With a third of evangelicals in America saying they just think Jesus was a teacher and not the Messiah, there's a call for better church teaching on the theology of Christ.
Every two years a survey is done to assess the theology of the nation by LifeWay Research and Ligonier ministries. This year, 52 per cent of American adults said they believed that Jesus was a great teacher and nothing more, which may not be surprising among the general public, but 30 per cent of evangelicals agreed with the same sentiment.
Evangelicals were defined as people who held the Bible as their highest authority, were keen to evangelise and believed in Jesus as the only way to salvation.
The 'State of Theology' survey found 65 per cent also agreed with the statement, 'Jesus is the first and greatest being created by God' - suggesting they believe Jesus was created and not creator and God himself.
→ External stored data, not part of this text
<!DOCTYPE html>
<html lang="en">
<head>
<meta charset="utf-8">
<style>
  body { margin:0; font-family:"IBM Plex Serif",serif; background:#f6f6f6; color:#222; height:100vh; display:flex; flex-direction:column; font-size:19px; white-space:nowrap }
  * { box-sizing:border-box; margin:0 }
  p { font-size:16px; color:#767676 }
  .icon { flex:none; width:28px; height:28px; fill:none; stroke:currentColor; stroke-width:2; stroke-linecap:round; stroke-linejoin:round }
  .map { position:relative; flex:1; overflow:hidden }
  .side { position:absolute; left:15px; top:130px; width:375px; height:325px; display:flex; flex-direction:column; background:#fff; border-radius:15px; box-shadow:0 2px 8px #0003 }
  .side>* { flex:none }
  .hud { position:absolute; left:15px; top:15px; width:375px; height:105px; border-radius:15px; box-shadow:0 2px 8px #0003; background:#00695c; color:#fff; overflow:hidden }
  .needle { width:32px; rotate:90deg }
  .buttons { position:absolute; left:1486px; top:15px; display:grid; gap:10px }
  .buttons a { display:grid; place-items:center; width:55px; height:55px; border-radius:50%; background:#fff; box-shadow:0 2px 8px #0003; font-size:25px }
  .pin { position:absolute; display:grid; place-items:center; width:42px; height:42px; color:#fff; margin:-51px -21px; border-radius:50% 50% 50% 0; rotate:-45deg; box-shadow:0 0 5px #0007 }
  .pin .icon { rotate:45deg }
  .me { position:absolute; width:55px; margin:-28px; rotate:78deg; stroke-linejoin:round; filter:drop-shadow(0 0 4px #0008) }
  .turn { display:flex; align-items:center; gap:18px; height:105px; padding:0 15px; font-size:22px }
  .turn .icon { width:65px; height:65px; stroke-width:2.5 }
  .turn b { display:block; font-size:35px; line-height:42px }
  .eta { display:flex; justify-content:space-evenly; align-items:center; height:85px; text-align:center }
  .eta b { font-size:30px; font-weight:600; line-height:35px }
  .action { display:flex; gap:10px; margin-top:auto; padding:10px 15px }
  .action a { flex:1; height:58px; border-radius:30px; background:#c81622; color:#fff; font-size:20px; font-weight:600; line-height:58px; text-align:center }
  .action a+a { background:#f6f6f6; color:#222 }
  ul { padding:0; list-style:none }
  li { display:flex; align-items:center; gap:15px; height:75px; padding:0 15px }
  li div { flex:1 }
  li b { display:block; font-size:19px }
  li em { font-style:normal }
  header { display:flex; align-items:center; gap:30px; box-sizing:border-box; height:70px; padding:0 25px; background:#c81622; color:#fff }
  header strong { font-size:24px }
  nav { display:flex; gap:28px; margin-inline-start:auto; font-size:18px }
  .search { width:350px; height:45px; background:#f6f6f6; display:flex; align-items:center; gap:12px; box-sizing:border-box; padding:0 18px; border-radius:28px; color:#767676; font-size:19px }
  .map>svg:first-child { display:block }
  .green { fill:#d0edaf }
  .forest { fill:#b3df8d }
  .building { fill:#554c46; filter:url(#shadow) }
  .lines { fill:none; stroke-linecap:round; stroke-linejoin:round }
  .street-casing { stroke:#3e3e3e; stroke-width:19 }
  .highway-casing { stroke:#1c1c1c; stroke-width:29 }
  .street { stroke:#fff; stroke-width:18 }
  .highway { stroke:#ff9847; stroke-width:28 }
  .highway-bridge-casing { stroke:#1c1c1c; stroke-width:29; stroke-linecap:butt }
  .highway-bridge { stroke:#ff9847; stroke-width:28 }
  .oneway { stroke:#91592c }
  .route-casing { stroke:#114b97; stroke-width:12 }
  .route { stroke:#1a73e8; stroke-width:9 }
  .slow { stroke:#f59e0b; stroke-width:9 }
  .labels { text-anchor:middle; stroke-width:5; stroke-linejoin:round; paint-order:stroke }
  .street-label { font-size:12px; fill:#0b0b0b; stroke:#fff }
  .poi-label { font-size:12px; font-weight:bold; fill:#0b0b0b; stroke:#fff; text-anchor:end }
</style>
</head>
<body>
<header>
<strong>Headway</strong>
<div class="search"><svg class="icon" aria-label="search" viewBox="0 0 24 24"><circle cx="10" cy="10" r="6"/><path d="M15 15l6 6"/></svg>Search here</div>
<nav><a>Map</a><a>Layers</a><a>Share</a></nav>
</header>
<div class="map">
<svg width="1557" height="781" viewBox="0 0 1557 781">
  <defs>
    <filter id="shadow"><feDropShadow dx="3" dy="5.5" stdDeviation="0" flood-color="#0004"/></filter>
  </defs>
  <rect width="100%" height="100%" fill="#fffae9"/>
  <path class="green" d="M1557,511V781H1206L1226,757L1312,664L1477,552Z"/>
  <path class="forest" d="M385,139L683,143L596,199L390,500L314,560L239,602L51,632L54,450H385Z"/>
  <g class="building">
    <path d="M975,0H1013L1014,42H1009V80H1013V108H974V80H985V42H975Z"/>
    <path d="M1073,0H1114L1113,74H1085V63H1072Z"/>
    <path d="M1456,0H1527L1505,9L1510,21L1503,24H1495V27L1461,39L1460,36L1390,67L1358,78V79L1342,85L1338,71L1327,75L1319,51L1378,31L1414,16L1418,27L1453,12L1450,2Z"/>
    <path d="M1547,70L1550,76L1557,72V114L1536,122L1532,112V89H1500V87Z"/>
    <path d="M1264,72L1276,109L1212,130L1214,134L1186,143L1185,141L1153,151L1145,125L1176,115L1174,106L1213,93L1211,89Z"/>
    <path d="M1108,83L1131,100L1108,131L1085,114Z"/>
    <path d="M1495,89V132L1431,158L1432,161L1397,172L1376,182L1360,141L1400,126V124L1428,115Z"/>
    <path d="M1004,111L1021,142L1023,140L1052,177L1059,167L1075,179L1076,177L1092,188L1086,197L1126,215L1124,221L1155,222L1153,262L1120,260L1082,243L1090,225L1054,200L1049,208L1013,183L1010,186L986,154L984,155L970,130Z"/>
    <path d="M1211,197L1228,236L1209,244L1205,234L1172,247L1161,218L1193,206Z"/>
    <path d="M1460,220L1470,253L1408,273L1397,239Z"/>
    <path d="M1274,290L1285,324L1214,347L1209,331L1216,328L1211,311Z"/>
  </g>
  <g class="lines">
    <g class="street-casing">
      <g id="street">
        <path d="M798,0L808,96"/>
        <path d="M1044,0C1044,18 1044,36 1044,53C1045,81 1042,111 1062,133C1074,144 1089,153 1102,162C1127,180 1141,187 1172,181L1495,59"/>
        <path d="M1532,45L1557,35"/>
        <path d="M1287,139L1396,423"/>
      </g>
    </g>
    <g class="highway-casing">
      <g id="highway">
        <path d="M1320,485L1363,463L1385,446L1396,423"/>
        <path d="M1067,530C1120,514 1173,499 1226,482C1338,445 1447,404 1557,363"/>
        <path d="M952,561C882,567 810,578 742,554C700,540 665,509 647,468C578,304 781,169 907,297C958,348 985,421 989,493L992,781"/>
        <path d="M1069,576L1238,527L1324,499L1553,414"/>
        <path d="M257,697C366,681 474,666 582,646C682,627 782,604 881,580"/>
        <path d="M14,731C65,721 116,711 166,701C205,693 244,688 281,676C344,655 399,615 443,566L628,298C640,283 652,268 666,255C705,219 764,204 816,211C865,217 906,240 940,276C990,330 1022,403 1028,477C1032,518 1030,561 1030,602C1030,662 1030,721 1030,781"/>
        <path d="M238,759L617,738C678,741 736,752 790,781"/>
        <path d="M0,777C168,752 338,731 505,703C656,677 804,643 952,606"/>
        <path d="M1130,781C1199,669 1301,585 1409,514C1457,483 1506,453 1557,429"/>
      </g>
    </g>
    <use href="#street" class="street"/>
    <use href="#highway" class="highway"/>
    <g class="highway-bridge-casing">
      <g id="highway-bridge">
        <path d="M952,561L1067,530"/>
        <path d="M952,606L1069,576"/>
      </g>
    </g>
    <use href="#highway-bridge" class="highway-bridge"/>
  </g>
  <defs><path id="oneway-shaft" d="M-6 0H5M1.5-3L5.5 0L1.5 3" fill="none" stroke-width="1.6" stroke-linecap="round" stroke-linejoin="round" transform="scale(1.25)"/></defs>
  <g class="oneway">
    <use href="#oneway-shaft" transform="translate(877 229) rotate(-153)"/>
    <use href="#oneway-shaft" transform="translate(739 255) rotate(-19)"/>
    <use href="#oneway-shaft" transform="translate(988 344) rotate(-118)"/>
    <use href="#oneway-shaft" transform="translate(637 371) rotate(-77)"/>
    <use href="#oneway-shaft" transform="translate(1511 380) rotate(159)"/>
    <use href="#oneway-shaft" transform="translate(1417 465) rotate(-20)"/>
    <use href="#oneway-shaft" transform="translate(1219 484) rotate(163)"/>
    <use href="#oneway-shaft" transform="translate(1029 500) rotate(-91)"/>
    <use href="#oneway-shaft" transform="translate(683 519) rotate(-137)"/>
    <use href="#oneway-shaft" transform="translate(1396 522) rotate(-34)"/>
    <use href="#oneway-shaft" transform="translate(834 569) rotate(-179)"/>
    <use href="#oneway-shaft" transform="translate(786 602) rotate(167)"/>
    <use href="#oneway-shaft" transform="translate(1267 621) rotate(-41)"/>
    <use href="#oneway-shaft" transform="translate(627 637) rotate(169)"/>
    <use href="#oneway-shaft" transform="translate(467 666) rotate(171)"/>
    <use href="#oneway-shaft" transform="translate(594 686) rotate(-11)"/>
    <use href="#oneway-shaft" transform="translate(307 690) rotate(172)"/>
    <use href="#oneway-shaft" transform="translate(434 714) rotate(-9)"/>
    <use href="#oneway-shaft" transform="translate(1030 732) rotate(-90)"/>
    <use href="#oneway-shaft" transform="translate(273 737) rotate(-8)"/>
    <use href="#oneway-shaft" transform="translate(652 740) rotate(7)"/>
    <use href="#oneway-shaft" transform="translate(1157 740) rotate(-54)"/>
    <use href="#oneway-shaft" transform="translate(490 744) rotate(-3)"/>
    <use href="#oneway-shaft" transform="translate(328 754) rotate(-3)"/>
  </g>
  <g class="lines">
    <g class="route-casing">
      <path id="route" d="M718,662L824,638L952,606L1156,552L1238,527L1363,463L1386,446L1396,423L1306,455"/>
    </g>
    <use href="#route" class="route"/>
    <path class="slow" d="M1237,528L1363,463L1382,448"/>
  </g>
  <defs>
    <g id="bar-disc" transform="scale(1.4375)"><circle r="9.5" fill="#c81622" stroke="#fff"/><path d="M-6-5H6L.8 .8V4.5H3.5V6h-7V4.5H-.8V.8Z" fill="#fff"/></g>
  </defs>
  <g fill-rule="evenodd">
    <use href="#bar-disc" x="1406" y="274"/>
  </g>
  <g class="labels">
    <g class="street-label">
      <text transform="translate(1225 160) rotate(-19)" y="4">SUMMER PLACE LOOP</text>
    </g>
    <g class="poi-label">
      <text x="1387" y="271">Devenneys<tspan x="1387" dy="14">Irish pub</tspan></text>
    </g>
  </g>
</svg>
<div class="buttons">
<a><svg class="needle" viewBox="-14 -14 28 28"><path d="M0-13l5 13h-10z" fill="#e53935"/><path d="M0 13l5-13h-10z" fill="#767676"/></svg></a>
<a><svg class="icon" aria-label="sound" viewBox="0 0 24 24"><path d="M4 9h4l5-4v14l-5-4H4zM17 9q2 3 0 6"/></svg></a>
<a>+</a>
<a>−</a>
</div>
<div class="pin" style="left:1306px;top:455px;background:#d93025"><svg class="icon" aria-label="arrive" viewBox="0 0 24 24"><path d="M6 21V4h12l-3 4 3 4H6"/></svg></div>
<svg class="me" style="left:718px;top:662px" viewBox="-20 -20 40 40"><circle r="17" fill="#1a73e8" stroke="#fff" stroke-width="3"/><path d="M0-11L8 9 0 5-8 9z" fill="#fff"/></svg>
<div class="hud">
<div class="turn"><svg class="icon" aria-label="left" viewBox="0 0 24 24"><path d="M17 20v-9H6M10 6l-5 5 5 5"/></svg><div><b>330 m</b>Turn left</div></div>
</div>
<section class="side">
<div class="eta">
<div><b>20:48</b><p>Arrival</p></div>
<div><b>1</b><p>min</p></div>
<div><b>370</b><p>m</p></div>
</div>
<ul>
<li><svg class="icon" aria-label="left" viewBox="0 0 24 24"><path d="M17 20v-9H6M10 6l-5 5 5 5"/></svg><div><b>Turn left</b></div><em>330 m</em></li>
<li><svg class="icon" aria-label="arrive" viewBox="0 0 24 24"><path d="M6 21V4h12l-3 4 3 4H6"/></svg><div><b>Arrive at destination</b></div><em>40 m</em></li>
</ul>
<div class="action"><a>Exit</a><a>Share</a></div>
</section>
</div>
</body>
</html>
Ligonier said: "The confusion illustrated in these results suggests a dire need for Christians to be taught Christology, the doctrine of the person and work of Jesus Christ."
Dr Stephen Nichols, chief academic officer of Ligonier Ministries and president of Reformation Bible College, said: "Statistics like these from the State of Theology survey can give us quite a shock, but they also shed light on the concerns that many American Christians and churches have expressed for decades. As the culture around us increasingly abandons its moral compass, professing evangelicals are sadly drifting away from God's absolute standard in Scripture. It's clear that the church does not have the luxury of idly standing by.
"This is a time for Christians to study Scripture diligently, engage confidently with people in our culture, and witness fearlessly to the identity and saving work of Jesus Christ in the gospel."
The full survey results will be released on Tuesday.